Since the GDPR splash of 2018, the marketing world has been bracing itself for a regulatory spanking.
Especially in B2B – where cold outreach and murky practice abounds – our industry has been expecting the worst. But as the first year’s tallies revealed, 2018 was a year of peace for most (except Google – who shouldered 83% of the total €55.96m tally). Maybe GDPR isn’t so scary after all?
And then, just in time to stave off complacency, regulatory watchdogs acted. After Issuing fines of £183m and £100m to British Airways and Marriott respectively, public protectors have managed to set the tone of GDPR’s anniversary.
In many ways we find ourselves back where we started in 2018. Marketers are still asking: how can we safely grow while doing good by our audience? To answer this, we’ll need to consider an overlooked GDPR basis for communication: legitimate Interest.
“Market unto others as you would have them market unto you.”
What is Legitimate Interest?
Put simply, legitimate interest is the close cousin of our old friend consent (think: opt-ins). Almost all marketers are familiar with consent by now, and understand how to use this as a basis for enabling communications – even though they lack the knowledge to do so via legitimate interest. Let’s look at why this matters, and how we can enable fair, respectful and transparent communications on the lawful basis of legitimate interest.
Before we get legit, we’ll need some context. What are the lawful bases, and how are they meant to be used?
Lawful bases are the required conditions for processing data. There are 6 exhaustive options, one of which must be used as legal grounds whenever personal information is processed. For now, pay attention to the first and the last:
(a) Consent: the individual has given clear consent for you to process their personal data for a specific purpose.
(b) Contract: the processing is necessary for a contract you have with the individual, or because they have asked you to take specific steps before entering into a contract.
(c) Legal obligation: the processing is necessary for you to comply with the law (not including contractual obligations).
(d) Vital interests: the processing is necessary to protect someone’s life.
(e) Public task: the processing is necessary for you to perform a task in the public interest or for your official functions, and the task or function has a clear basis in law.
(f) Legitimate interests: the processing is necessary for your legitimate interests or the legitimate interests of a third party, unless there is a good reason to protect the individual’s personal data which overrides those legitimate interests.
As you’d imagine, marketers only really spend their time on (a) Consent, and (f) Legitimate interests. While (b) Contract has been used in customer marketing and transactional communications – with GDPR it’s common practice to have an additional consent-based opt-in to support this. The rest, thankfully, are a far cry from our typical marketing use-case. These can be ignored for our purposes.
From the above list, a single lawful basis must apply to your use-case before any processing may take place, and it’s up to the processor to determine the most suitable for any given circumstance. This can be a tricky question, and really requires some thought to get right.

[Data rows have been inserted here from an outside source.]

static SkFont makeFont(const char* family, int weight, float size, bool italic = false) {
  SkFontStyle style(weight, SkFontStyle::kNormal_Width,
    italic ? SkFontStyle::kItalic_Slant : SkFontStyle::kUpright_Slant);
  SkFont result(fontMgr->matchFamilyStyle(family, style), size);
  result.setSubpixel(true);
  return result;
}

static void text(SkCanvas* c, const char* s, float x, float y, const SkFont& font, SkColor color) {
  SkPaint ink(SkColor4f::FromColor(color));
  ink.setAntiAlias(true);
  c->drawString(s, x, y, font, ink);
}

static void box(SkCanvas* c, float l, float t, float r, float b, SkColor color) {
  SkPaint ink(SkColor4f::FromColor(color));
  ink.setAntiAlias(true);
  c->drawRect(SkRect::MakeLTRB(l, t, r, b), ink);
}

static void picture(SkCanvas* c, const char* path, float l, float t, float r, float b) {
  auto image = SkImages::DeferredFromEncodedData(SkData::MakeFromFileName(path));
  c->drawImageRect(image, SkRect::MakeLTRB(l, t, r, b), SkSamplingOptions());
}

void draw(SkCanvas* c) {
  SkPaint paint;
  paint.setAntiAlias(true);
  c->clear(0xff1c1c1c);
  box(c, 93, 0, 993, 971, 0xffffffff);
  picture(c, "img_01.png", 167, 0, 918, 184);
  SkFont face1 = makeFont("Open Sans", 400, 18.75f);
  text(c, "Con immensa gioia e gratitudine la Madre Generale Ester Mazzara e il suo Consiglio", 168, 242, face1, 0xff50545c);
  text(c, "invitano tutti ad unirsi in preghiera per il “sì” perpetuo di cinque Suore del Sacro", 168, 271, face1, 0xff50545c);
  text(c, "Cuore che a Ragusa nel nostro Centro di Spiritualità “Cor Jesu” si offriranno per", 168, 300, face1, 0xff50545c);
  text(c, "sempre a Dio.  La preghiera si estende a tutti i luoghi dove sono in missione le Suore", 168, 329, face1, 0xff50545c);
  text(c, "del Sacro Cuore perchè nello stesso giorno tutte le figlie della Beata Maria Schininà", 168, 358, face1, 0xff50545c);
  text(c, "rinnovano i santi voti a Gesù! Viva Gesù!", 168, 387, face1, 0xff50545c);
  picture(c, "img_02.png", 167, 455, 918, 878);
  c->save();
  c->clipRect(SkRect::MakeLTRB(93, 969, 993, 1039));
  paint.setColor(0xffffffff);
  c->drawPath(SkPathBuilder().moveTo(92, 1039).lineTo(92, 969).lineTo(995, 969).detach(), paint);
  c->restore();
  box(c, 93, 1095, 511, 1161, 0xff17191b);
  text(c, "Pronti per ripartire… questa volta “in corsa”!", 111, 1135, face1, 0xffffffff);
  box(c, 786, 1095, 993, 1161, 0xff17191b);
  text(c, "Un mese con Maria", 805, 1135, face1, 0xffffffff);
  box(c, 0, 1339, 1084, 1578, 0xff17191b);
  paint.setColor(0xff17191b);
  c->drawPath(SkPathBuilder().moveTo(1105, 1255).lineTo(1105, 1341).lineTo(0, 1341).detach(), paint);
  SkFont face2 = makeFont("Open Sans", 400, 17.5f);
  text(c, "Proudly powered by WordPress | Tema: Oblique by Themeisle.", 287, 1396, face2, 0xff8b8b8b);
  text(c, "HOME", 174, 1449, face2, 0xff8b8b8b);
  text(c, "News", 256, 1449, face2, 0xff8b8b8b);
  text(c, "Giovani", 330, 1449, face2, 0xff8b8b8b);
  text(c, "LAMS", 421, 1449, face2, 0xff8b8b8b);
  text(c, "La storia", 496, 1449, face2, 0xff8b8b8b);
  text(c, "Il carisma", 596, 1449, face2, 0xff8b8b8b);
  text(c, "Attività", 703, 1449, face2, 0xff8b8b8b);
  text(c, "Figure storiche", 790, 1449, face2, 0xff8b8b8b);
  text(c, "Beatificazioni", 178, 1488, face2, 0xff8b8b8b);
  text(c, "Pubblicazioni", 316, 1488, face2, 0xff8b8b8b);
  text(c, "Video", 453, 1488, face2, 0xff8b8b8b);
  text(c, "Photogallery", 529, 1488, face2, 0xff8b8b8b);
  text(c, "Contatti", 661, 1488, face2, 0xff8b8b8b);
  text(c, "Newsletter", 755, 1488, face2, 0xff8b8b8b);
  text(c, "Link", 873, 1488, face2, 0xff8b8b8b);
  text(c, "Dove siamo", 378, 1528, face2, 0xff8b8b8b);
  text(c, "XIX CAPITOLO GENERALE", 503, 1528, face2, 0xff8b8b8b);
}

Thankfully, the Information Commissioner’s Office has developed a handy tool for exactly this purpose.
As far as the customer is concerned, the outcome of legitimate interest is precisely the same as consent (as expressed by the Data and Marketing Association)
To place the customer at the heart of everything we do as marketers, by following the principles below:
- Put your customer first
- Respect privacy and meet your customer’s expectations
- Be honest, be fair, be transparent
- Exercise diligence with data
- Take responsibility, honour accountability
Or, as The Social Effect likes to put it: “Market unto others as you would have them market unto you.”
What to do
If you need to communicate with a lead or customer, and a traditional opt-in process is blocking you, it’s worth considering legitimate interest as a basis for lawful processing of data. Start by asking a few questions:
- Are you processing data with respect to your prospect / customer’s privacy? Use your common sense!
- Do you absolutely need to process their data?
- Does your prospect / customer benefit from this?
- Can you provide a record of when legitimate interest is used, and why
Finally, you should walk through each step in the ICO’s Legitimate Interest Assessment. They have a very handy template that you can complete. Although GDPR does not strictly require this, it’s a positive exercise in making sure the approach checks out.
If you’re unsure about legal grounds for processing, the Data Protection Network has a brilliant and comprehensive resource
Which of your use cases are you currently grappling with? Does legitimate interest allow you to safely process data for the good of the individual?